Description of the task – Which lines in the data contain the word "name"? Please copy each of them.

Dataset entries
Content starts
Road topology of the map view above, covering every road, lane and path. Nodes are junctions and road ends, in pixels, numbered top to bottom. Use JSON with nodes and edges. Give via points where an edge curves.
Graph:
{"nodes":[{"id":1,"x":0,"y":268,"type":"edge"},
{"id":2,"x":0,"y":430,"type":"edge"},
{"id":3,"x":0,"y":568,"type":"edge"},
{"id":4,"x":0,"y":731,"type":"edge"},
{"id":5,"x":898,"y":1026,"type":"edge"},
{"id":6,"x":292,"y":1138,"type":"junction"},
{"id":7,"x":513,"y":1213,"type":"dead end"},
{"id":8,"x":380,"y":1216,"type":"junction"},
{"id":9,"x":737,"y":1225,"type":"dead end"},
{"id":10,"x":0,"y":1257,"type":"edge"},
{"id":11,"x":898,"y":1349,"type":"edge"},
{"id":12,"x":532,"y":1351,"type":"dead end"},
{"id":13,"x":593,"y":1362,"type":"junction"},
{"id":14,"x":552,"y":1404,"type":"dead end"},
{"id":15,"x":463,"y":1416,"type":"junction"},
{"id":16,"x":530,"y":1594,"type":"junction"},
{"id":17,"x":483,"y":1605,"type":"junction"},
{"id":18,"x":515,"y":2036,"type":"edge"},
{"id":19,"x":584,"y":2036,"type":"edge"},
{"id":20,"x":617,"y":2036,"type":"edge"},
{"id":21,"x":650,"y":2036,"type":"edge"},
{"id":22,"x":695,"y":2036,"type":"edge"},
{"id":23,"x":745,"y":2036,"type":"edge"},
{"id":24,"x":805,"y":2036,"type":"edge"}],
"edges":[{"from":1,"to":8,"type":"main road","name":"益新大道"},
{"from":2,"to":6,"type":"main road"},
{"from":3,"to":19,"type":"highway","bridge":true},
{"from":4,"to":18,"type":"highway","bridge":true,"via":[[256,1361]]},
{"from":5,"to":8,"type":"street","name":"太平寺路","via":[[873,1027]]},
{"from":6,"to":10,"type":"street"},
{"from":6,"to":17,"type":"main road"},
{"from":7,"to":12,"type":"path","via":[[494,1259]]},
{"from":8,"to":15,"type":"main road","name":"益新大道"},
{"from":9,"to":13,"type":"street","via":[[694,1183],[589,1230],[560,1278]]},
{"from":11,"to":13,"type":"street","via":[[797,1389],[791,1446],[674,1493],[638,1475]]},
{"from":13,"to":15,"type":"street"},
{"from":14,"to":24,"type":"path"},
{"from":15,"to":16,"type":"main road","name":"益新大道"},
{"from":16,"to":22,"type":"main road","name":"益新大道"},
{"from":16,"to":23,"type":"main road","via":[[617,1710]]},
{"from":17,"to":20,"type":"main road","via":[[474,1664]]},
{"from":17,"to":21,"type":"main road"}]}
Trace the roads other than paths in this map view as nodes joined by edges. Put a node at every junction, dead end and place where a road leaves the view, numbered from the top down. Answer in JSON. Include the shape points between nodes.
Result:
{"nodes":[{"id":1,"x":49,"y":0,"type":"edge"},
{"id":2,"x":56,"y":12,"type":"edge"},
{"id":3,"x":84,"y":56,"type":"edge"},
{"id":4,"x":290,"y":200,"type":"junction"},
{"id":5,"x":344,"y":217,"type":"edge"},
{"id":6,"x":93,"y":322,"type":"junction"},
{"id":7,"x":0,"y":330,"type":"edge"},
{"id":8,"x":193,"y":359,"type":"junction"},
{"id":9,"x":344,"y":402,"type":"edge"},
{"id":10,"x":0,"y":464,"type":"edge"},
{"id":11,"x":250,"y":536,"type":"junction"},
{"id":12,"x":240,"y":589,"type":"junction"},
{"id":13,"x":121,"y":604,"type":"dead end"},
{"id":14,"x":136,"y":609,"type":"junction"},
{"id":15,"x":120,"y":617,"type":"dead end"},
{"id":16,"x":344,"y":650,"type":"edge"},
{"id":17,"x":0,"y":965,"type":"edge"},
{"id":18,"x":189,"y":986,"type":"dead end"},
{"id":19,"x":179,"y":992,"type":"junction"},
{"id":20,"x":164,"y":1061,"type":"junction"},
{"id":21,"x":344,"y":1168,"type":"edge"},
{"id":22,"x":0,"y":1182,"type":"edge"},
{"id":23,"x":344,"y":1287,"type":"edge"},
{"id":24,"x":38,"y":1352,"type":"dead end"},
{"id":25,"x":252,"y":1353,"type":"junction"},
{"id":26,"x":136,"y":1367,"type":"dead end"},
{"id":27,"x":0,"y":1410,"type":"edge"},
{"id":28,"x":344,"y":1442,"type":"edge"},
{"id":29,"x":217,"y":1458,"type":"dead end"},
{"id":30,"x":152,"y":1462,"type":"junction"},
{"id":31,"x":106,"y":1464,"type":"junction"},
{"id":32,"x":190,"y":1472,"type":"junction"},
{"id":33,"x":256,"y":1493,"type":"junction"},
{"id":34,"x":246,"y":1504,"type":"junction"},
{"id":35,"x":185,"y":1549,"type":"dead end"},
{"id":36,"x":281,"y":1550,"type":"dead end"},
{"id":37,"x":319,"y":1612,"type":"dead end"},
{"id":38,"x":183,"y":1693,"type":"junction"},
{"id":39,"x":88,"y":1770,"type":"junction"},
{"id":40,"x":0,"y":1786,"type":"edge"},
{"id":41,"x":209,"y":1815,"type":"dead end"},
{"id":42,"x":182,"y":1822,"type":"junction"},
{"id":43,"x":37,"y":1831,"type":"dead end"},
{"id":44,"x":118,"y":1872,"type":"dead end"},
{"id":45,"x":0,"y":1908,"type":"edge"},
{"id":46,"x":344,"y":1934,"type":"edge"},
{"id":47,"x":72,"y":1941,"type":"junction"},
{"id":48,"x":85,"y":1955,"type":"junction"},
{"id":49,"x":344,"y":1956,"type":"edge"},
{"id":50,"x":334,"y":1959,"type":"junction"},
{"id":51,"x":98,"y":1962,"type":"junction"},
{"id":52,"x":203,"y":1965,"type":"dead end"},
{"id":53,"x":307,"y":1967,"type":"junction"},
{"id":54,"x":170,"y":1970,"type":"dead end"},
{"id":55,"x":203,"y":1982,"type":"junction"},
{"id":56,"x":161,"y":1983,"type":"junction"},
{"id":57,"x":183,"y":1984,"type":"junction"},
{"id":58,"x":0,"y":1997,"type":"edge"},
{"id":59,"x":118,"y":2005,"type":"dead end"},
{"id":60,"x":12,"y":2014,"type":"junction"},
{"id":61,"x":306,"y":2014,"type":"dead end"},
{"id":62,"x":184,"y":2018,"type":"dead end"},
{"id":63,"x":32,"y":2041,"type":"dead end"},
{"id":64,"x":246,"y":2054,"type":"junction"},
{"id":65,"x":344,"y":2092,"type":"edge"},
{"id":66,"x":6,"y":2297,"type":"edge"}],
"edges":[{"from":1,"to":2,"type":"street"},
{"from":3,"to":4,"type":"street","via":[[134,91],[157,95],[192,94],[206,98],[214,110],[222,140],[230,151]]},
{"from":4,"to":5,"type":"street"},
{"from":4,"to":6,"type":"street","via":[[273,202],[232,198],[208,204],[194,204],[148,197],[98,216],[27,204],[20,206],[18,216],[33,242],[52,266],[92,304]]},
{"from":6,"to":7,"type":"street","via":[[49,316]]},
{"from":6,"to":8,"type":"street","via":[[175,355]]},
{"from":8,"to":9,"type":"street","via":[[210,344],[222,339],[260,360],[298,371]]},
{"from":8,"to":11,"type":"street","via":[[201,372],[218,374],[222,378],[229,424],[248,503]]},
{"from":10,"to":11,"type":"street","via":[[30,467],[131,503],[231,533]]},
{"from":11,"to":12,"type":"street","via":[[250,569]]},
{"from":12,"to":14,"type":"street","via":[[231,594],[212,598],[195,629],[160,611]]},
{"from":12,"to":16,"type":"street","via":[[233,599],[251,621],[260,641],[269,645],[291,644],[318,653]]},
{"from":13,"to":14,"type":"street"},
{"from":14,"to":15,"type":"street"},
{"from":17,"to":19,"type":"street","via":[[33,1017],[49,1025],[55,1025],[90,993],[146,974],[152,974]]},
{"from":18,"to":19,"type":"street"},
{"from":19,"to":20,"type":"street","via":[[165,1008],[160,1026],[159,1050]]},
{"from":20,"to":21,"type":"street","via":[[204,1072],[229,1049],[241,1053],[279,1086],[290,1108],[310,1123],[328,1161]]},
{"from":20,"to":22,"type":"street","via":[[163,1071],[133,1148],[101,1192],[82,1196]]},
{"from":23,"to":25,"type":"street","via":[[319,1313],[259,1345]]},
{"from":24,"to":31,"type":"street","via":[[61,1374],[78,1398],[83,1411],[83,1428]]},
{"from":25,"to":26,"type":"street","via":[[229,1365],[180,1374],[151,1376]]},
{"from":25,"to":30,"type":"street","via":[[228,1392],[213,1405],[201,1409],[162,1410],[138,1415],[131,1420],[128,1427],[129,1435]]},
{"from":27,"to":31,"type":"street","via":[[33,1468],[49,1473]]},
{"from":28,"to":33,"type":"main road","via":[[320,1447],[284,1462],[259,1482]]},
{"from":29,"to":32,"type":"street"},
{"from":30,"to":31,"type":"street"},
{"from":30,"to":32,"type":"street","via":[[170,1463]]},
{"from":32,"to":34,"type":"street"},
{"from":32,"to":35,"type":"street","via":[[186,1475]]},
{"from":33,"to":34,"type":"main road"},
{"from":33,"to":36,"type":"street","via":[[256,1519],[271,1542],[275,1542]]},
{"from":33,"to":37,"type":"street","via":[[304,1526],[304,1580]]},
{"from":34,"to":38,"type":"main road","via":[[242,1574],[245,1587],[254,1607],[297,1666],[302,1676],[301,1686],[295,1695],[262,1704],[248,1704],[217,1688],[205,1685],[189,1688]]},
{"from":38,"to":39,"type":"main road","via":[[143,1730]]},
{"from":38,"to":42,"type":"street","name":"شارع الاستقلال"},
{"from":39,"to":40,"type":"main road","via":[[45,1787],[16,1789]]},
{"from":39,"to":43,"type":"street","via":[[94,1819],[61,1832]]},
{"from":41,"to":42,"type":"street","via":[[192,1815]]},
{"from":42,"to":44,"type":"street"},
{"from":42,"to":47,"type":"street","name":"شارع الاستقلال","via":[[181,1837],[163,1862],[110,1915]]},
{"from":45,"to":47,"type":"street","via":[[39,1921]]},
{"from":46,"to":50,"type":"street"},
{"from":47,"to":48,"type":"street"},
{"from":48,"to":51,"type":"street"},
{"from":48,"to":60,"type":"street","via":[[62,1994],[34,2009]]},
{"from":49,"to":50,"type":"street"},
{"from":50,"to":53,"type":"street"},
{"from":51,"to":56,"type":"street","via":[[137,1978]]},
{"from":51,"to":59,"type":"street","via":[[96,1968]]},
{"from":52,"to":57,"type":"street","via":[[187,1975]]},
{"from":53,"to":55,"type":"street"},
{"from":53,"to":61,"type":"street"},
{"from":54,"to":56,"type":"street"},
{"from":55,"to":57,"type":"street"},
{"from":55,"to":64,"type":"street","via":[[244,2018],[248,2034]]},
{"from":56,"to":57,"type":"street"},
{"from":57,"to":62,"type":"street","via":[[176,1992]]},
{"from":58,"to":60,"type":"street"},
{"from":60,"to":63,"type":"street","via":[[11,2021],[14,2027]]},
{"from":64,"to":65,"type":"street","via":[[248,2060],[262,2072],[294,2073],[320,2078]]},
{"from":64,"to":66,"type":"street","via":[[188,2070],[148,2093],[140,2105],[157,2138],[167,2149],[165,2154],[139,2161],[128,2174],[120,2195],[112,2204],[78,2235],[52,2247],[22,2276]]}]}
Content ends
Task response –
"edges":[{"from":1,"to":8,"type":"main road","name":"益新大道"},
{"from":5,"to":8,"type":"street","name":"太平寺路","via":[[873,1027]]},
{"from":8,"to":15,"type":"main road","name":"益新大道"},
{"from":15,"to":16,"type":"main road","name":"益新大道"},
{"from":16,"to":22,"type":"main road","name":"益新大道"},
{"from":38,"to":42,"type":"street","name":"شارع الاستقلال"},
{"from":42,"to":47,"type":"street","name":"شارع الاستقلال","via":[[181,1837],[163,1862],[110,1915]]},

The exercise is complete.